4. A "measure of goodness," which is just the integer part of what the next denominator would be.
5. The "percentage error," calculated from ```100 * Math.abs(computedValue - actualValue) / actualValue```. Please display this as an integer.
3. Stop when either (1) you have calculated 12 fractional approximations for this number, or (2) you have a measure of goodness greater than 20.

It might be easiest if you just go ahead and compute all the denominators first, then go through and use the first one, then do it again using the first two, then do it again using the first three, etc. You don't have to print things in exactly the order specified above, so long as you print all the information, for several fractional approximations to the input number.

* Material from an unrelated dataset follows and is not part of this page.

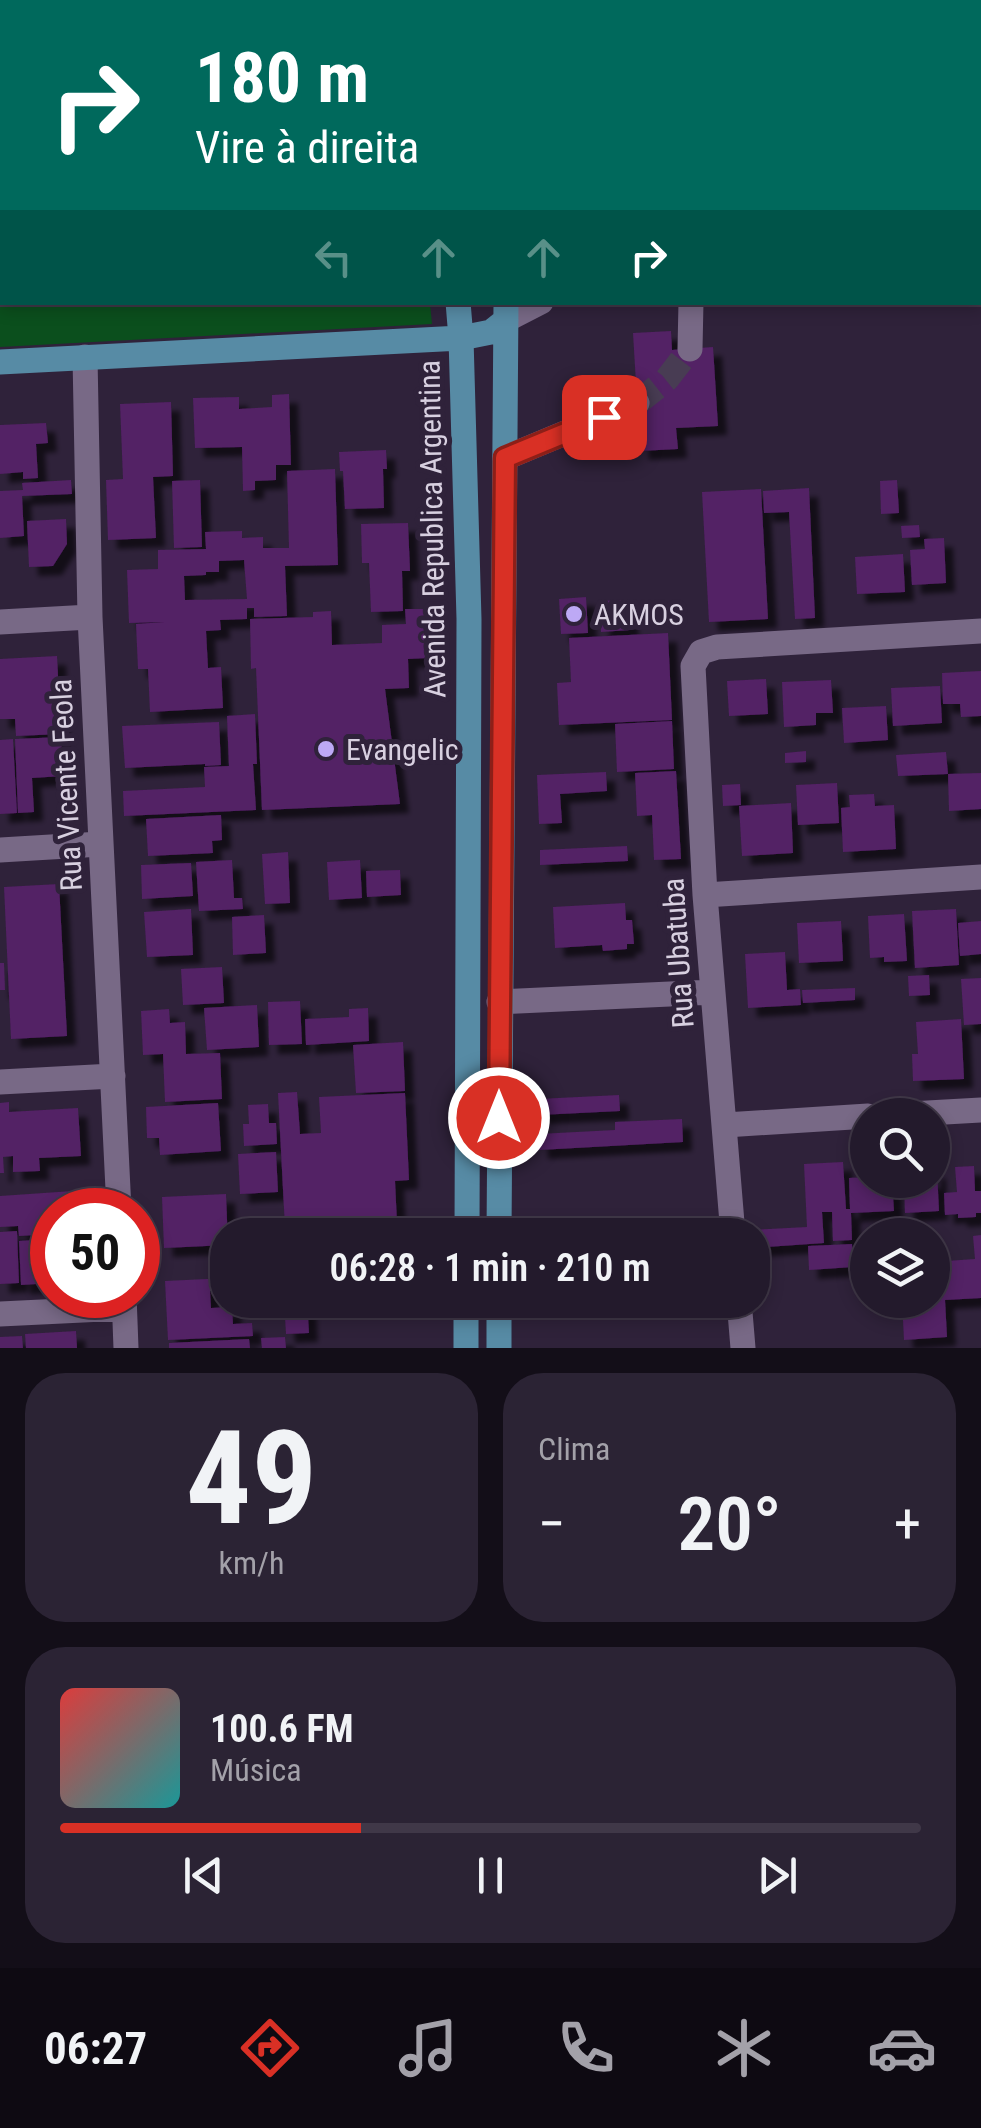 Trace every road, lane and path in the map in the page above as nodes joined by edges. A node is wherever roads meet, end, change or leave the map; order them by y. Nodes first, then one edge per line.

Here's how to get a `double` to use:

• Put the following code in your program (assuming your double is named `x`):
`double x = Double.valueOf(args).doubleValue();`
• Supply a number when you run the program from BlueJ:
• Right-click on your program and choose `void main(args)`
• In the popup dialog box, type your number as a quoted string in the braces: for example, {`"0.5833333"`}
• Click Ok.

To break a number up into the integer (whole number) part and the decimal fraction part:

1. Cast the number to an `int`. This give you the whole number part.
2. Subtract the `int` from the original number to get the decimal fraction part.

Due: Wednesday, October 2, via Blackboard.